• [YOUR OBJECTIVE]: Select every line below containing the word "roads".

--- START ---

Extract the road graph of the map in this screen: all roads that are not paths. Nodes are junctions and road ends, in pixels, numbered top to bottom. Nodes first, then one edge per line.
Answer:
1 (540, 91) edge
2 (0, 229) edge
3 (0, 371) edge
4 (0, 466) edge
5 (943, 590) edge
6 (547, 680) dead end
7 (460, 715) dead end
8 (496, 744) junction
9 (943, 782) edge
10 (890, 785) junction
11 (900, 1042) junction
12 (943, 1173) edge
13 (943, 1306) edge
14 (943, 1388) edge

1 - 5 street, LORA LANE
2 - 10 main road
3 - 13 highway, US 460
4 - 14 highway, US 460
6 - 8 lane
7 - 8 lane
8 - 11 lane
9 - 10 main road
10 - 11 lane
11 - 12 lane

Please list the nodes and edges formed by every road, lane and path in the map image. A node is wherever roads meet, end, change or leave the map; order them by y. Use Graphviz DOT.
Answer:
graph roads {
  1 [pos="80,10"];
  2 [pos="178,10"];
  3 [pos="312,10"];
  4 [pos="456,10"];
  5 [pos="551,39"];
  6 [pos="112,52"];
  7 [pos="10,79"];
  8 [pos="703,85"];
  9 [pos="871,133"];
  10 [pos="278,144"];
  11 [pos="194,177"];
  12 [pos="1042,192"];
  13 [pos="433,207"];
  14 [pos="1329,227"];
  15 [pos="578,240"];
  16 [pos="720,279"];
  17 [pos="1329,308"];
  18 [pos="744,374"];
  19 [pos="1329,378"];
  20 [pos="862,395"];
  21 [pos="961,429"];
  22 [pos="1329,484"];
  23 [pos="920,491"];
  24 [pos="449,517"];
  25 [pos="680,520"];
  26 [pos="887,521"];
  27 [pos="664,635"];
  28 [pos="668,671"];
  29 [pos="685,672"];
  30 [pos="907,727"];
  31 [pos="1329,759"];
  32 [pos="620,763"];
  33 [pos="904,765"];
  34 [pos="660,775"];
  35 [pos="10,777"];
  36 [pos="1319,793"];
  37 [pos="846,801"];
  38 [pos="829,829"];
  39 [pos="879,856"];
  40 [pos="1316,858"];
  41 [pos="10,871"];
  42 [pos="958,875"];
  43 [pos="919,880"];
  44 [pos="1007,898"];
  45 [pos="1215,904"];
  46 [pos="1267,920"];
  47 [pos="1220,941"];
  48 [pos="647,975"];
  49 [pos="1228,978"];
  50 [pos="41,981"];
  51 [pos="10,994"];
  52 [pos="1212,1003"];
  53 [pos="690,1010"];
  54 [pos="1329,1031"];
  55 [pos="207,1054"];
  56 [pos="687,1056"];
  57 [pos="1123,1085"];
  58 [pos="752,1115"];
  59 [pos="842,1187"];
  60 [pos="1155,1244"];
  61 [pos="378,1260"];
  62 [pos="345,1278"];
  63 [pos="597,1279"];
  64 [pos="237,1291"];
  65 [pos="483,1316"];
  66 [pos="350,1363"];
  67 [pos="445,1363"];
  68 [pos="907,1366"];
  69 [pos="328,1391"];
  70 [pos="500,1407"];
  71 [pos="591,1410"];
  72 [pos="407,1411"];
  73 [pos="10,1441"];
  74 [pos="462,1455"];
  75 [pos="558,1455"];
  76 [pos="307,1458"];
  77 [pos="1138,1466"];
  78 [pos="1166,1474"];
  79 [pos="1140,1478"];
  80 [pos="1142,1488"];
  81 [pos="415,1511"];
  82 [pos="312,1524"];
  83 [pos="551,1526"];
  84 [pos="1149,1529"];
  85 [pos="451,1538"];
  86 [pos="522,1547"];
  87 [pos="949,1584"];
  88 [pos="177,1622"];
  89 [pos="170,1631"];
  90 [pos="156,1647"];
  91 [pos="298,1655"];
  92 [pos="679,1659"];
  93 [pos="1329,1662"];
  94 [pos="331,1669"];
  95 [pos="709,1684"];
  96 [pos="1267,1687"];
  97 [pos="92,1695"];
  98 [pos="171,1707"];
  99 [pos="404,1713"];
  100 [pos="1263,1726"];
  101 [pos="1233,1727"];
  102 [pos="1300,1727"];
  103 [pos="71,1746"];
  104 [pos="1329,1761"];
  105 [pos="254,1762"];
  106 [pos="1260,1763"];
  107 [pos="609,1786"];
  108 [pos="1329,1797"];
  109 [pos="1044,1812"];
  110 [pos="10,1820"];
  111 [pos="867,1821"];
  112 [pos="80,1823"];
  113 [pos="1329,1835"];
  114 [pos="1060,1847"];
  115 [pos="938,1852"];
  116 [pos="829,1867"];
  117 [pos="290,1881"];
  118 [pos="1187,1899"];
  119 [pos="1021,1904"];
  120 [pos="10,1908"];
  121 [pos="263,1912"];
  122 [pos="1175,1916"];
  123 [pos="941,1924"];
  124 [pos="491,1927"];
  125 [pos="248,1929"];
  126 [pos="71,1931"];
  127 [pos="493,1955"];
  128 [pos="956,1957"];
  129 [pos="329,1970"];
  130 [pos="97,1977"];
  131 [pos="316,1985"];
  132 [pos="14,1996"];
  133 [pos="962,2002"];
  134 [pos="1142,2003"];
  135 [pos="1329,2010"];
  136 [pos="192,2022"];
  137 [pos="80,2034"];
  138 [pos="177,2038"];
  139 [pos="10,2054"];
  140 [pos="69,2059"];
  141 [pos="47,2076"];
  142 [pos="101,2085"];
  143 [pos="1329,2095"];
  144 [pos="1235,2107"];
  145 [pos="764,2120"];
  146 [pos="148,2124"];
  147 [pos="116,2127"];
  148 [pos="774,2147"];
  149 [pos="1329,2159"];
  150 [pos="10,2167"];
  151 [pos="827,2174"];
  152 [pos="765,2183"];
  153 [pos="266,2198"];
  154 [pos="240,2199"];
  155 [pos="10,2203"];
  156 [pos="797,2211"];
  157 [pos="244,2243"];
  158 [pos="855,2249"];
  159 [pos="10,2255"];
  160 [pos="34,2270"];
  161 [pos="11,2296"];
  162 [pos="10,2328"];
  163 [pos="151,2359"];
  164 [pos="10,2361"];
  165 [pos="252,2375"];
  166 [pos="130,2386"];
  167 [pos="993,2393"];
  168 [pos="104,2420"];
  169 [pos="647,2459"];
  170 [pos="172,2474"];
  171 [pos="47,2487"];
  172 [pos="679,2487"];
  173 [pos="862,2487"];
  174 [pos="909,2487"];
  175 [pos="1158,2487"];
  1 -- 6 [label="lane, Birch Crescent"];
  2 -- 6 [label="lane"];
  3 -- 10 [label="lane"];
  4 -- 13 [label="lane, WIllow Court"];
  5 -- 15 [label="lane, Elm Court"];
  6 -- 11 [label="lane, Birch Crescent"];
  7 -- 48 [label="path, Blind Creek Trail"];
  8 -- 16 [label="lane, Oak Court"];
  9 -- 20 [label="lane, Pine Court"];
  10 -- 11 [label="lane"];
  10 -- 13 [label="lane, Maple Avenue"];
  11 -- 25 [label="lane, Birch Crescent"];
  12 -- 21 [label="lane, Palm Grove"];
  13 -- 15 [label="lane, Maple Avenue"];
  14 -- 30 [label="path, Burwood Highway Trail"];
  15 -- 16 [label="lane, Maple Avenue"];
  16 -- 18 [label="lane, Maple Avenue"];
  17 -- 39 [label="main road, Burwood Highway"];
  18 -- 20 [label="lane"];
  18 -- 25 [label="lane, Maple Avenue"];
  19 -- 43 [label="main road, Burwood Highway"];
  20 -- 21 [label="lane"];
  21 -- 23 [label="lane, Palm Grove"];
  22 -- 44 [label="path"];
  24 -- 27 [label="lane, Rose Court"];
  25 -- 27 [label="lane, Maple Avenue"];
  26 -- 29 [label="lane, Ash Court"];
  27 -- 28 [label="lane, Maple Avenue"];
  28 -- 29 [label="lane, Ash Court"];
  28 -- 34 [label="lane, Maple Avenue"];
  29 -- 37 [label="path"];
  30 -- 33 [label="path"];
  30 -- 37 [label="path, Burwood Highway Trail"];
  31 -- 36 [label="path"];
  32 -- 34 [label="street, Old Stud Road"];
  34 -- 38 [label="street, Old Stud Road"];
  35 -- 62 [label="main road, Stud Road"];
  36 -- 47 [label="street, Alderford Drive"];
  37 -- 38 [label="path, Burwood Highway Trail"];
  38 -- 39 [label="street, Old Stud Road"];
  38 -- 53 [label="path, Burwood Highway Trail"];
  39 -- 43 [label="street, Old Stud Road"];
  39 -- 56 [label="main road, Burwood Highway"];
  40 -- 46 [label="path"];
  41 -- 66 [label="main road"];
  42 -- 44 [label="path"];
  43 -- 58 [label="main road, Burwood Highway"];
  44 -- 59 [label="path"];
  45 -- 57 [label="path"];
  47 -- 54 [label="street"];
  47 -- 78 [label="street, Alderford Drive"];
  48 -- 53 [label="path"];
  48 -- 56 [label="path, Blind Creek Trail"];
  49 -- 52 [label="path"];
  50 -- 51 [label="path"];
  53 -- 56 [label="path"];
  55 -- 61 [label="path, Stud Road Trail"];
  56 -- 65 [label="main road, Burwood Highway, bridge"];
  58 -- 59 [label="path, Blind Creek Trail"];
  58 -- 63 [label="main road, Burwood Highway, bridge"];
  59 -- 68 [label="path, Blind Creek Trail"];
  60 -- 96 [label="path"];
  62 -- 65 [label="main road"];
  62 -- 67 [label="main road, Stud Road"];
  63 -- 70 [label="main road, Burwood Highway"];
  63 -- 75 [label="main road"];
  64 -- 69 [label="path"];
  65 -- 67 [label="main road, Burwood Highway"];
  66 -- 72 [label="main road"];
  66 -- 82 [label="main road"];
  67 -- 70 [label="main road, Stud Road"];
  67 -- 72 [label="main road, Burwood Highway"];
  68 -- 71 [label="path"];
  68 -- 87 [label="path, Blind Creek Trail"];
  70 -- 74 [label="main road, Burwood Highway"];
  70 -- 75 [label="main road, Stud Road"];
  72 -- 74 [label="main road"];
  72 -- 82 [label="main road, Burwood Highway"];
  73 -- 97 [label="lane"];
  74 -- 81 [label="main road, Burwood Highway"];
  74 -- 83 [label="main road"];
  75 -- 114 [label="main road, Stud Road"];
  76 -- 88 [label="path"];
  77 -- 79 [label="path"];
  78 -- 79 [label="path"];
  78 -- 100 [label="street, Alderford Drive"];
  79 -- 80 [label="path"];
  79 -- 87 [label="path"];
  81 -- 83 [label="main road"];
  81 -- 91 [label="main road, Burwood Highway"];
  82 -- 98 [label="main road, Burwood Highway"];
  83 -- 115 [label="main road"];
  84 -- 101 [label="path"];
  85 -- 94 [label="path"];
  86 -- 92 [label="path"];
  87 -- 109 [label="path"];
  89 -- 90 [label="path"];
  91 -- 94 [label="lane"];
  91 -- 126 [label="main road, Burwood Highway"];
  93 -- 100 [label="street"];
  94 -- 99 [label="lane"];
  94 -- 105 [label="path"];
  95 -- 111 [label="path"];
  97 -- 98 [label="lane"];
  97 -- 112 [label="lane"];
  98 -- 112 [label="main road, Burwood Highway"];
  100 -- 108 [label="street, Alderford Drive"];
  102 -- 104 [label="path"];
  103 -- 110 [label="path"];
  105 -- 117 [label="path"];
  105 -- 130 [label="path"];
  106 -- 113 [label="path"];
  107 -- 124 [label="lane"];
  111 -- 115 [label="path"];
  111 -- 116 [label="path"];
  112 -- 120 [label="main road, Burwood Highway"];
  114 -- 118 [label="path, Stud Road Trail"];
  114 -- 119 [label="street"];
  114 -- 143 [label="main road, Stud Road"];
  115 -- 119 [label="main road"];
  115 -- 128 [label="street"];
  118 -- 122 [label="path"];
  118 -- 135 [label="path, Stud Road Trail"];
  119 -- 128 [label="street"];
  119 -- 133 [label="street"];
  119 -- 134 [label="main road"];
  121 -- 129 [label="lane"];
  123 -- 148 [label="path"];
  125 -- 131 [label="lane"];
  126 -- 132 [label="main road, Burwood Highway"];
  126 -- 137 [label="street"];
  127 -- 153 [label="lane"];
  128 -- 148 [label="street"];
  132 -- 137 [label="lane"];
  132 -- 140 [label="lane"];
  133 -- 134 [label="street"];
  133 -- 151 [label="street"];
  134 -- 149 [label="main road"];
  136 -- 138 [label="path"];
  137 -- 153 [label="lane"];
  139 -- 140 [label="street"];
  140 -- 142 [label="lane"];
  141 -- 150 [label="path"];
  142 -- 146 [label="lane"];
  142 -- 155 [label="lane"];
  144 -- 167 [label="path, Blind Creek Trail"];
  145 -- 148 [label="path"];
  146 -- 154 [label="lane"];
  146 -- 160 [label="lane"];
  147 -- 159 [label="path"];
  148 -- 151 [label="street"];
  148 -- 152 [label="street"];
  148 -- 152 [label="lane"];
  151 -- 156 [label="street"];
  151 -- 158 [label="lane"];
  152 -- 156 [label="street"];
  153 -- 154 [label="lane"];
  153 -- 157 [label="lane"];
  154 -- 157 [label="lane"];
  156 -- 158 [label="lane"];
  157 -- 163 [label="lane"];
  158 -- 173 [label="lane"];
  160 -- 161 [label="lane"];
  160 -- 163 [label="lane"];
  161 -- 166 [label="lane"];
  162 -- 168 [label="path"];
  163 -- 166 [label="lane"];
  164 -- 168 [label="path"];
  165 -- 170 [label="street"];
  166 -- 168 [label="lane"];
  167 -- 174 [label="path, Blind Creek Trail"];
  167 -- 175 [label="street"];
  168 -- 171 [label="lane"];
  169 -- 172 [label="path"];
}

--- END ---

• [OUTPUT BELOW]:
Extract the road graph of the map in this screen: all roads that are not paths. Nodes are junctions and road ends, in pixels, numbered top to bottom. Nodes first, then one edge per line.
Please list the nodes and edges formed by every road, lane and path in the map image. A node is wherever roads meet, end, change or leave the map; order them by y. Use Graphviz DOT.
graph roads {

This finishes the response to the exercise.